IBM is using the Supercomm trade show in Chicago this week to reach carriers with a new blade offering and several partnerships involving its BladeCenter T telecommunications chassis.
The chassis is a version of IBM's blade platform that is built to comply with the NEBS (Network Equipment Building Systems) Level 3 standard for durability and high availability. Carriers need hardware that meets that standard for routing, switching and some network computing functions, such as DNS (Domain Name System) operations.
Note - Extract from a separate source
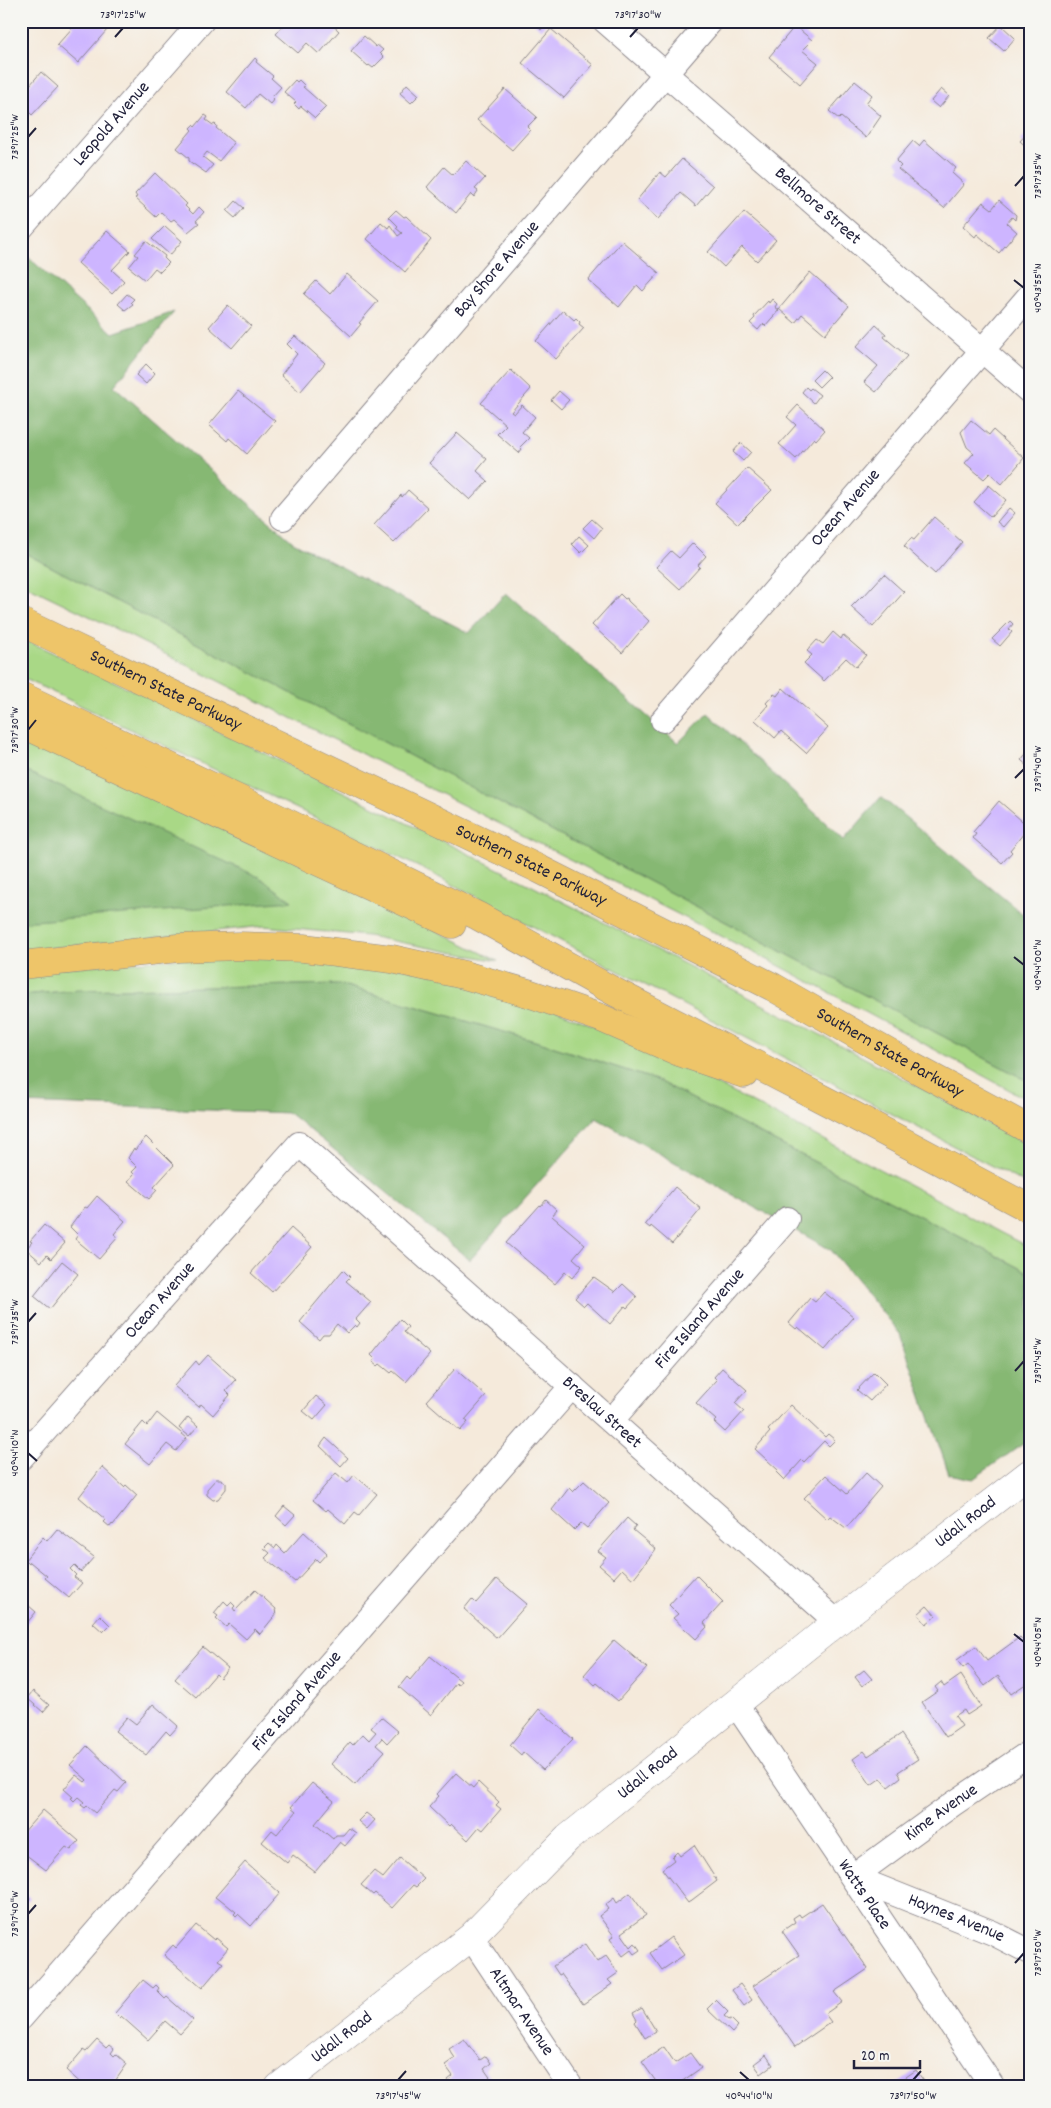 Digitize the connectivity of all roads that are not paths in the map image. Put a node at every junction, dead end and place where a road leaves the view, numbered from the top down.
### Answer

With the BladeCenter T, IBM wants to allow carriers to merge their processing and communications infrastructures with blades that are interchangeable.
On Tuesday, IBM is set to introduce its first PowerPC-based blade for the BladeCenter T: a new version of the JS20 blade, already sold for other types of BladeCenter chassis, that has been slightly modified so it can be NEBS compliant when installed in the BladeCenter T. Also Tuesday, the company was to announce a partnership with carrier equipment maker SBS Technologies Inc. that will result in the first BladeCenter communications blade designed for communications protocols other than IP (Internet Protocol).
Using the BladeCenter architecture on both live carrier network servers and less critical back-end systems should create the "volume economics" that can drive down prices, according to Tim Dougherty, director of BladeCenter marketing at IBM. The platform can help the industry move away from proprietary interfaces in traditional carrier equipment to more standardized interfaces and operating systems, he said. Cisco Systems, Nortel Networks, Lucent Technologies and other vendors have used the BladeCenter platform for some networking or telecommunications applications.
The industry is making progress toward greater standardization, but interoperability that spans network and data-center servers is not likely to happen, according to industry analysts. It usually isn't even necessary, said Gartner's John Enck.
"These are typically two different operations that are run by two different parts of the company and that are in two different locations," Enck said.
Adoption among carriers has been slow for both BladeCenter and for ATCA (Advanced Telecom Computing Architecture), another architecture that aims for interchangeable components, analysts said. "It's a tough industry to crack. ... They tend to want the most established products," Enck said.
Though IBM's Dougherty sees BladeCenter making strides while ATCA becomes a more low-volume, high-priced technology, Enck and Illuminata analyst Gordon Haff both see ATCA gaining more acceptance.
"I think there's still an overall perception, with a certain degree of justification, that BladeCenter is kind of tied to IBM," Haff said.
The JS20 is a computing blade based on a 2.2GHz, 64-bit PowerPC 970 processor and runs either carrier-grade Linux or IBM's AIX flavor of Unix. The blade will ship in July, priced the same as the current version of the JS20: The base price will be US$2,259 for a blade with two processors and 512M bytes of memory. It can be installed alongside network interface blades and perform computing tasks for operation of the commercial network, such as DNS and resource management, Dougherty said. IBM is bringing a PowerPC-based blade to the BladeCenter T because carriers have long embraced that chip architecture, mostly in the form of Motorola Inc.-based systems, he said. There are already a number of BladeCenter T offerings based on Intel Corp. processors, Dougherty said.
IBM's partnership with SBS will see IBM Engineering and Technology Services and SBS jointly develop an AMC (Advanced Mezzanine Card) carrier blade for BladeCenters. AMC is a telecommunications industry standard for hardware components that can handle legacy protocols, such as signaling gateways between IP and ATM (Asynchronous Transfer Mode), Dougherty said.
Also this week, IBM is announcing partnerships with Motorola, Fujitsu Siemens Computers (Holding) BV and Clovis Solutions for middleware that ensures high network availability. IBM will let customers order middleware from those vendors integrated into IBM's Integrated Platform for Telecommunications, which includes BladeCenter or BladeCenter T platforms and carrier-grade Linux. In addition, Motorola is developing a BladeCenter VOIP (Voice Over Internet Protocol) blade, according to IBM.